DATA EXCERPTS START

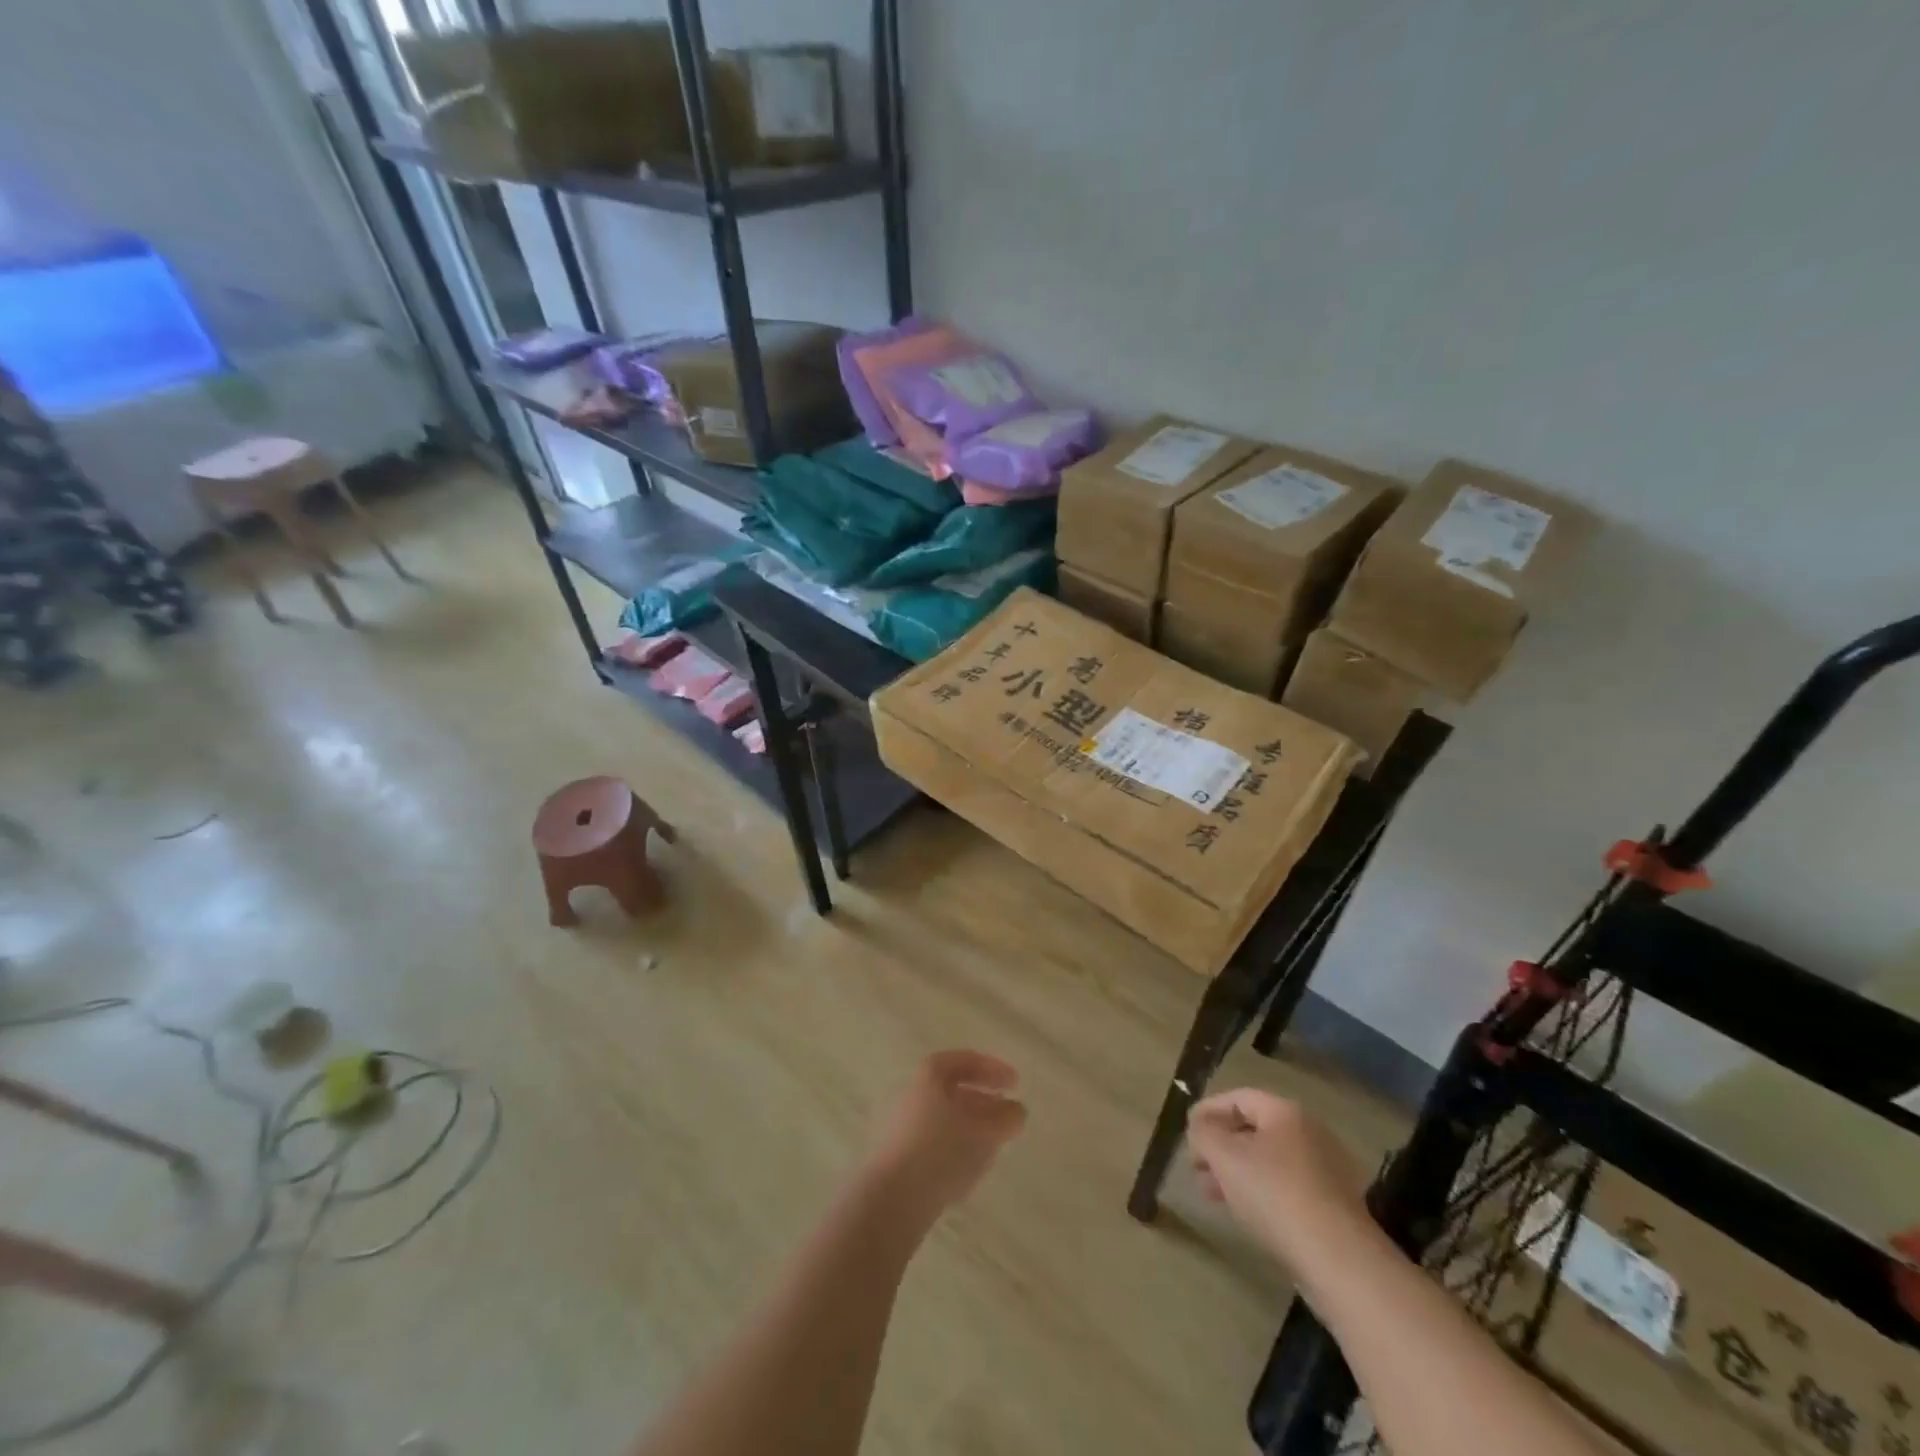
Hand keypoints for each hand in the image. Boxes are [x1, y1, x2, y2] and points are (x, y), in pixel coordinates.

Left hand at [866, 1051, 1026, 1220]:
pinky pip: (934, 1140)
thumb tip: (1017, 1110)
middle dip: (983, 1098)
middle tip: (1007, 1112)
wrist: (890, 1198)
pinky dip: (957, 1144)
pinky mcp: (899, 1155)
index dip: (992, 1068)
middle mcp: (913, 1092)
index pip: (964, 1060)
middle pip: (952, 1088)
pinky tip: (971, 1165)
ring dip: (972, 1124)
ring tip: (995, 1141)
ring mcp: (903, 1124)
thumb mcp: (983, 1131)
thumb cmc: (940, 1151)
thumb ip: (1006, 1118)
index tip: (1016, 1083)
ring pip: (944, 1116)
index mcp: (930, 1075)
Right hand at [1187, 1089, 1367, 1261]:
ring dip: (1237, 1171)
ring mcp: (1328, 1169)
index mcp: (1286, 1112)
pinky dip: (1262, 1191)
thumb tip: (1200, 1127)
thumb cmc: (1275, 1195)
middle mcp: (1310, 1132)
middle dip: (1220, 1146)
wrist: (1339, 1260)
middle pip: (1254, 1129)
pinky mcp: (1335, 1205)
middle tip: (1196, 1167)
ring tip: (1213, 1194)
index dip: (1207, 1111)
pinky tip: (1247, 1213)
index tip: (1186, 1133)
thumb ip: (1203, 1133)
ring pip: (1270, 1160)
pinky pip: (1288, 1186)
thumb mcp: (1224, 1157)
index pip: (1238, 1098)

DATA EXCERPTS END
DATA EXCERPTS START

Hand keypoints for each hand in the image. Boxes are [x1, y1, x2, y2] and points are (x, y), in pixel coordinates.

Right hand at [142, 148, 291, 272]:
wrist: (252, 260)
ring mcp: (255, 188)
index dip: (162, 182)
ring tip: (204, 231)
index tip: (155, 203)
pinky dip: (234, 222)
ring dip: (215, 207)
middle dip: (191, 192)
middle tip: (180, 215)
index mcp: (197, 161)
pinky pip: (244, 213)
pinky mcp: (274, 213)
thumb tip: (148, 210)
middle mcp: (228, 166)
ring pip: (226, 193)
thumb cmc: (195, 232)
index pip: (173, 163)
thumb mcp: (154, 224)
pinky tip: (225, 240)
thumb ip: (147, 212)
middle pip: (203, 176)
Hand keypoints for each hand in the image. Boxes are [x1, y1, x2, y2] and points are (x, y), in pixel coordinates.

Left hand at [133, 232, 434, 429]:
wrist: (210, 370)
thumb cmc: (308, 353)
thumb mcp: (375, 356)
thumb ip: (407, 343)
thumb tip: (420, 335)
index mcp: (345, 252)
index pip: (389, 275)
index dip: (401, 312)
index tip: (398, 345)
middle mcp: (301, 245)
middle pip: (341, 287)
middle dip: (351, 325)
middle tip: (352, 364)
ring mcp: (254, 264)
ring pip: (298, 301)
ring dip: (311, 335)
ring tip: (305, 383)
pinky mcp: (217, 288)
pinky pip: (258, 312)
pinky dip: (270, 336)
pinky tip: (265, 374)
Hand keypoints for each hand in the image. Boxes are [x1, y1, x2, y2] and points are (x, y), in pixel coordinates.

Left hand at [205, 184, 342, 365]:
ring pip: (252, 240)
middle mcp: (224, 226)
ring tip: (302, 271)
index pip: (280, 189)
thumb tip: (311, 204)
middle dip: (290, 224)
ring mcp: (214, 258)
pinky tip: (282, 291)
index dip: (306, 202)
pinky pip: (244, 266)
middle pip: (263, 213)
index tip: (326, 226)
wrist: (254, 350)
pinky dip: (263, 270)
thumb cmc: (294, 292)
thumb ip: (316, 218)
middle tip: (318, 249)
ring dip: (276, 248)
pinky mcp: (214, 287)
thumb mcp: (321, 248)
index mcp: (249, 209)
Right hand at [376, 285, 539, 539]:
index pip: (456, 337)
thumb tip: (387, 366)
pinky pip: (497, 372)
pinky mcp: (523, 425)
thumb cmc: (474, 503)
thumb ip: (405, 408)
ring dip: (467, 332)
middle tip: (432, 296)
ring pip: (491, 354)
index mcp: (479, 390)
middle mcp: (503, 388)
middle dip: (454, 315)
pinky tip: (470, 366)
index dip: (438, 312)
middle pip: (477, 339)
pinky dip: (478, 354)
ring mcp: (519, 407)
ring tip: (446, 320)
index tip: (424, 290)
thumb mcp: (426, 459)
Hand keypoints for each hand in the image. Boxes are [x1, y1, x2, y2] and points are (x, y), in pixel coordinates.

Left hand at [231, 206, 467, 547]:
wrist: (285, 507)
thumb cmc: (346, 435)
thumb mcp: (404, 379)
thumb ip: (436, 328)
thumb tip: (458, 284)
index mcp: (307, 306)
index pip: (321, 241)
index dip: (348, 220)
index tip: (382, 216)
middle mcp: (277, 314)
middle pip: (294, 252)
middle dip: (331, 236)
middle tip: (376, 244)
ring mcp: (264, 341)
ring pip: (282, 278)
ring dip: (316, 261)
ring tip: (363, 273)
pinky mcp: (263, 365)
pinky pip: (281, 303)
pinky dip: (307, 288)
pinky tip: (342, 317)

DATA EXCERPTS END

| DIRECTIONS |
Find every line in the records that has the word "wrist". Copy those lines.

| FINISHED EXERCISE |
wrist: (890, 1198)
wrist: (1339, 1260)
wrist: (252, 260)
wrist: (210, 370)
wrist: (254, 350)
wrist: (285, 507)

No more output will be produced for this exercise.